Sony Corp. plans to raise about ¥440 billion ($3.6 billion) in a sale of shares and convertible bonds to help finance an increase in production of image sensors used in smartphones.
The sale, Sony’s first since 1989, will be to the public in Japan and overseas, the company said Tuesday in a statement. Shares will make up ¥321.5 billion of the transaction and convertible bonds will account for ¥120 billion.
Image sensors, games and entertainment underpin the push to revive growth at Sony, which projects its first annual profit in three years. The company has said it’s quadrupling its investment in semiconductors to ¥290 billion this year to tap surging demand for the sensors that power Apple Inc. and Samsung Electronics Co. smartphones.

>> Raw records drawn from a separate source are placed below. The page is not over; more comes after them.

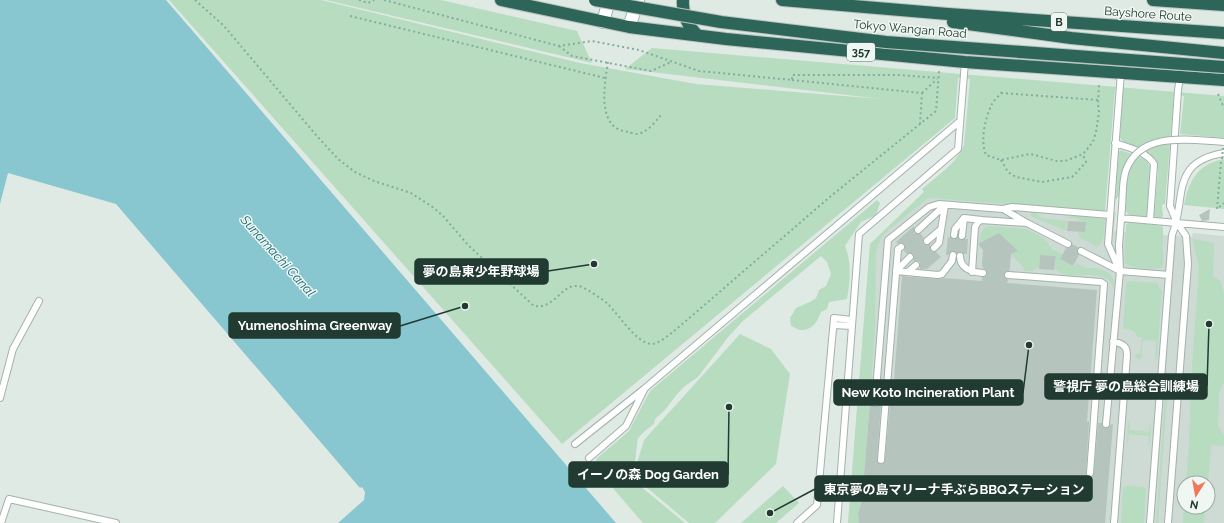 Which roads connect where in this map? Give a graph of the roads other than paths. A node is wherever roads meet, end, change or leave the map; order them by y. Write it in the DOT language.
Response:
graph roads {
  1 [pos="501,0"];
  2 [pos="595,0"];
  3 [pos="609,0"];
  4 [pos="638,0"];
  5 [pos="683,0"];
  6 [pos="782,0"];
  7 [pos="1153,0"];
  8 [pos="1224,5"];
  9 [pos="895,10"];
  10 [pos="603,22"];
  11 [pos="629,27"];
  12 [pos="1224,33"];
  13 [pos="697,35"];
  14 [pos="1224,52"];
  15 [pos="965,62"];
  16 [pos="1224,67"];
  17 [pos="1121,72"];
  18 [pos="1180,77"];
  19 [pos="1224,80"];
  20 [pos="960,121"];
  21 [pos="1224,142"];
  22 [pos="1115,143"];
  23 [pos="1223,156"];
  24 [pos="945,205"];
  25 [pos="1003,209"];
  26 [pos="1110,215"];
  27 [pos="964,218"];
  28 [pos="1121,218"];
  29 [pos="984,220"];
  30 [pos="1150,220"];
  31 [pos="1027,223"];
  32 [pos="1177,223"];
  33 [pos="1224,227"];
  34 [pos="941,229"];
  35 [pos="918,230"];
  36 [pos="954,235"];
  37 [pos="962,236"];
  38 [pos="927,241"];
  39 [pos="1068,244"];
  40 [pos="901,247"];
  41 [pos="934,248"];
  42 [pos="1081,251"];
  43 [pos="953,256"];
  44 [pos="960,256"];
  45 [pos="910,257"];
  46 [pos="916,265"];
  47 [pos="896,271"];
  48 [pos="1120,271"];
  49 [pos="908,272"];
  50 [pos="972,272"];
  51 [pos="983,273"];
  52 [pos="1008,275"];
  53 [pos="1169,275"];
  54 [pos="39,301"];
  55 [pos="852,320"];
  56 [pos="834,325"];
  57 [pos="852,326"];
  58 [pos="1113,341"];
  59 [pos="644,388"];
  60 [pos="0,398"];
  61 [pos="875,403"];
  62 [pos="1106,424"];
  63 [pos="575,444"];
  64 [pos="589,458"];
  65 [pos="882,460"];
  66 [pos="1090,473"];
  67 [pos="835,522"];
  68 [pos="1,523"];
  69 [pos="116,523"];
  70 [pos="797,523"];
  71 [pos="1114,523"];
  72 [pos="1150,523"];
  73 [pos="1168,523"];
  1 -- 10 [label="highway, 357"];
  2 -- 16 [label="highway, Tokyo Wangan Road / 357, bridge"];
  3 -- 10 [label="street"];
  4 -- 11 [label="street"];
  5 -- 13 [label="highway"];
  6 -- 9 [label="highway, Bayshore Route / B"];
  7 -- 8 [label="highway, Bayshore Route"];
  9 -- 12 [label="highway, Bayshore Route / B"];
  9 -- 14 [label="highway"];
  10 -- 11 [label="highway, 357"];
  11 -- 13 [label="highway, 357"];
  13 -- 15 [label="highway, 357"];
  15 -- 17 [label="highway, 357"];
  15 -- 20 [label="lane"];
  17 -- 18 [label="highway, 357"];
  17 -- 22 [label="lane"];
  18 -- 19 [label="highway, 357"];
  18 -- 32 [label="lane"];
  20 -- 55 [label="lane"];
  20 -- 59 [label="lane"];
  21 -- 28 [label="lane, bridge"];
  22 -- 26 [label="lane"];
  22 -- 30 [label="lane"];
  23 -- 32 [label="lane"];
  24 -- 25 [label="lane"];
  24 -- 34 [label="lane"];
  24 -- 35 [label="lane"];
  24 -- 61 [label="lane"];
  25 -- 26 [label="lane"];
  25 -- 31 [label="lane"];
  26 -- 48 [label="lane"];
  27 -- 29 [label="lane"];
  27 -- 36 [label="lane"];
  27 -- 37 [label="lane"];
  28 -- 30 [label="lane"];
  28 -- 48 [label="lane"];
  29 -- 31 [label="lane"];
  29 -- 50 [label="lane"];
  30 -- 32 [label="lane"];
  31 -- 39 [label="lane"];
  32 -- 33 [label="lane"];
  32 -- 53 [label="lane"];
  32 -- 73 [label="lane"];
  34 -- 38 [label="lane"];
  34 -- 41 [label="lane"];
  40 -- 47 [label="lane"];
  42 -- 48 [label="lane"];
  43 -- 49 [label="lane"];
  44 -- 50 [label="lane"];
  45 -- 47 [label="lane"];
  46 -- 49 [label="lane"];
  47 -- 49 [label="lane"];
  47 -- 65 [label="lane"];
  48 -- 53 [label="lane"];
  48 -- 58 [label="lane"];
  50 -- 51 [label="lane"];
  52 -- 66 [label="lane"];
  53 -- 72 [label="lane"];
  54 -- 60 [label="lane"];
  55 -- 56 [label="lane"];
  55 -- 57 [label="lane"];
  56 -- 57 [label="lane"];
  56 -- 70 [label="lane"];
  57 -- 67 [label="lane"];
  58 -- 62 [label="lane"];
  58 -- 71 [label="lane"];
  59 -- 63 [label="lane"];
  59 -- 64 [label="lane"];
  68 -- 69 [label="lane"];
}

“The amount they are raising doesn’t correspond to the kind of growth we see in image sensors,” said Yasuaki Kogure, chief investment officer at SBI Asset Management Co. “This is pretty negative, and the share sell-off shows a mismatch with market expectations.”
Sony’s net cash, or cash minus debt, stood at ¥1.4 trillion as of March 31, compared with ¥826 billion in the previous quarter and ¥500 billion a year earlier.
Sony expects sales in the image censor business to climb as much as 62 percent to ¥1.5 trillion in the next three years.
Sony dropped 8.3 percent, the most since Sept. 18, to ¥3,461.5. The shares have jumped 40 percent this year, compared with a 16 percent gain in the Nikkei 225 stock average
“We have gone through a restructuring phase and are now entering into an investment stage,” the company’s spokesman Yasuhiro Okada said. The proceeds will be used to increase output capacity in the chip business, he said.
The company will use ¥25 billion in proceeds from the convertible bond sale to repay debt, it said.
The share and convertible bond sales amount to about 10 percent of the company’s current market value of about ¥4.1 trillion, according to data compiled by Bloomberg.
Advisers for the sale are JPMorgan Chase & Co., Morgan Stanley and Nomura Holdings Inc.